The Virgin Islands saw a slight increase in company incorporations over the second three months of 2017 compared to the same period last year, representing one of the first optimistic financial services data points since the April 2016 Panama Papers scandal.

Incorporations are often viewed as a bellwether metric for the health the territory’s financial services industry, which typically rakes in about 60 percent of government’s yearly revenue.

Registered agents incorporated 7,621 companies across April, May and June of this year, according to data provided by the Financial Services Commission.

That number compares favourably to the same period in 2016, when the territory only incorporated 6,767 companies in what ended up being the VI’s weakest quarter since at least 2003, when the FSC began issuing statistical bulletins.

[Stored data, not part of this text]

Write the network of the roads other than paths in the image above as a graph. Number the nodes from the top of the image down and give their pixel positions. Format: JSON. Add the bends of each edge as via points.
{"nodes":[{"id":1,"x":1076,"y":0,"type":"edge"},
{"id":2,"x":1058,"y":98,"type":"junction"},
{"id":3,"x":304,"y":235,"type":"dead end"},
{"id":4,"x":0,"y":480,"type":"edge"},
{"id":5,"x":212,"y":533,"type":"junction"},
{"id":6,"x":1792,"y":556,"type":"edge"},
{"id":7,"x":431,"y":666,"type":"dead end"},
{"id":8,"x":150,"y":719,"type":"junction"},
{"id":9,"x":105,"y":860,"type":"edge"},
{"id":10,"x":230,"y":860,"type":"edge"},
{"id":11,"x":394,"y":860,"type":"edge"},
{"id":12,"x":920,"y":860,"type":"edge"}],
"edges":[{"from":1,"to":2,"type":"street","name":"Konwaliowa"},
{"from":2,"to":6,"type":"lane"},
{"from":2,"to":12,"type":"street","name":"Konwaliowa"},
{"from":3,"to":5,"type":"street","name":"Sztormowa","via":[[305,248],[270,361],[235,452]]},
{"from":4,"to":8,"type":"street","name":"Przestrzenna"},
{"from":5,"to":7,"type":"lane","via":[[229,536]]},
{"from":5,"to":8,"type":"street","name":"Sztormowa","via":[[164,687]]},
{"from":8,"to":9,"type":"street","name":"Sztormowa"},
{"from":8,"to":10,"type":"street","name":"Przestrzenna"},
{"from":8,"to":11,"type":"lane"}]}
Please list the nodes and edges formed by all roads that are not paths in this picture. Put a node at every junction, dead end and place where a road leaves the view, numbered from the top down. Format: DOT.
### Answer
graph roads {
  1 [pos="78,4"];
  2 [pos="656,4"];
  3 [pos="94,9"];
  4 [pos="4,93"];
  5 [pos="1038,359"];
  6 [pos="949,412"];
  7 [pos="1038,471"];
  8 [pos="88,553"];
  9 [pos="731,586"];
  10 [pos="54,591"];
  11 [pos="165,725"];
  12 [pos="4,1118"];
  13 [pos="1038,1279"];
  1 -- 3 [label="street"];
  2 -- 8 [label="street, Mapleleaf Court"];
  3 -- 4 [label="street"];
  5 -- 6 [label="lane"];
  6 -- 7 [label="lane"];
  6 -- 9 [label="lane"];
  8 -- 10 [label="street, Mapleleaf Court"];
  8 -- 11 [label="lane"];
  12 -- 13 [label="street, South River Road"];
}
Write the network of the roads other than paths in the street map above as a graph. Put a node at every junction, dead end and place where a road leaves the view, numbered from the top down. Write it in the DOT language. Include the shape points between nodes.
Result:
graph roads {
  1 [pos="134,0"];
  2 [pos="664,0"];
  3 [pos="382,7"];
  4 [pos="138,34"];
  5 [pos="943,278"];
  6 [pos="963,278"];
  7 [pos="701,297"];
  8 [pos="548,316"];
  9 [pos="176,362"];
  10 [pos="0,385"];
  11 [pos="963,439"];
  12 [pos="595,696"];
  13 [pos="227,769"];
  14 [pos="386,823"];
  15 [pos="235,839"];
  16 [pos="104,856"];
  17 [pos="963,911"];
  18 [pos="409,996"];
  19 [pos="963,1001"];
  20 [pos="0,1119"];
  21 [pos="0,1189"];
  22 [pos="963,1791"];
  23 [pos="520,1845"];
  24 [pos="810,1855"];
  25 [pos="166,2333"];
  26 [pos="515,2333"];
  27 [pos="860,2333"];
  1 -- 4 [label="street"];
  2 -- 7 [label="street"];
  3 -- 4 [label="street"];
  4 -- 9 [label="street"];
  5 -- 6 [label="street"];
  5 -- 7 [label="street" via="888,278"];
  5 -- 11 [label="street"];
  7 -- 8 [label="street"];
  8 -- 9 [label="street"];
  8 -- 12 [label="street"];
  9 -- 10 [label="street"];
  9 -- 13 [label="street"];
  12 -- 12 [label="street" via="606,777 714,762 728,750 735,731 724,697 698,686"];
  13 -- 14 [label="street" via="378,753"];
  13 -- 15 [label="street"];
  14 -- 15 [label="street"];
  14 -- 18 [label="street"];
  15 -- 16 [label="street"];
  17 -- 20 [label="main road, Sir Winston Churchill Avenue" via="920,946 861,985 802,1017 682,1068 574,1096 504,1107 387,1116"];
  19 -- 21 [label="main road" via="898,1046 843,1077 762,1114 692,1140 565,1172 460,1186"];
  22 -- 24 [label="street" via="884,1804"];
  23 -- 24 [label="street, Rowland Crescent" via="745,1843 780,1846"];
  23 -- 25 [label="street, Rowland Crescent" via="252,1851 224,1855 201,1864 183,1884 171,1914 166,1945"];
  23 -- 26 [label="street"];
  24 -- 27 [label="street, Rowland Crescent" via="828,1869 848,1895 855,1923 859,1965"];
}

That low mark came on the heels of the release of the Panama Papers, a trove of 11.5 million leaked documents that alleged Panama-based law firm Mossack Fonseca used VI companies on a massive scale to help clients around the world hide their money from regulators and authorities.

The downtick continued through the final three quarters of 2016 and the first of 2017, each of which saw incorporation numbers far lower than their respective time periods in previous years. 

Both government officials and industry stakeholders attributed the decline in part to the Panama Papers, as well as to international banks practising “de-risking” by limiting their Caribbean operations due to fears of high-risk customers who might be engaging in money laundering and other criminal activity.

Still lower than 2015

Though 2017’s Q2 had higher numbers than the same quarter in 2016, it still was a long way from pre-Panama Papers levels. The second quarter of 2015 had 11,059 incorporations and the second quarter of 2014 had 11,471.

Still, the increase was the first year-to-year boost since 2014’s Q4 had more company incorporations than 2013’s Q4. It also brought 2017 slightly ahead of 2016’s pace, with 16,316 companies incorporated through six months compared to 16,223 last year.

Premier Dr. Orlando Smith (R-at large) seemed pleased with that point.

“Positive news is coming in from the financial services industry,” Dr. Smith said at Governor Gus Jaspert’s swearing-in ceremony on Aug. 22. “Although overall numbers have dropped some, recent reports indicate that company incorporations are up in the first two quarters of 2017.”

Marketing efforts

In his speech, the premier also mentioned BVI Finance’s recent efforts to market the territory’s financial services industry.

“I hope this trend holds for the remainder of the year,” Dr. Smith said. “It would be a strong indication that our continued efforts to defend and promote the industry are paying off.”

By “efforts,” he was likely referring to a report released earlier this year by the London-based firm Capital Economics, which argued that the VI’s financial services industry is highly valuable to the global economy.

The report claimed that VI-registered companies hold $1.5 million in assets; help support roughly 2.2 million jobs; and contribute some $15 billion per year to the coffers of governments around the world.

The report was funded by BVI Finance, the largely government-funded private corporation tasked with promoting the territory’s financial services industry, though BVIF officials maintain it was conducted independently.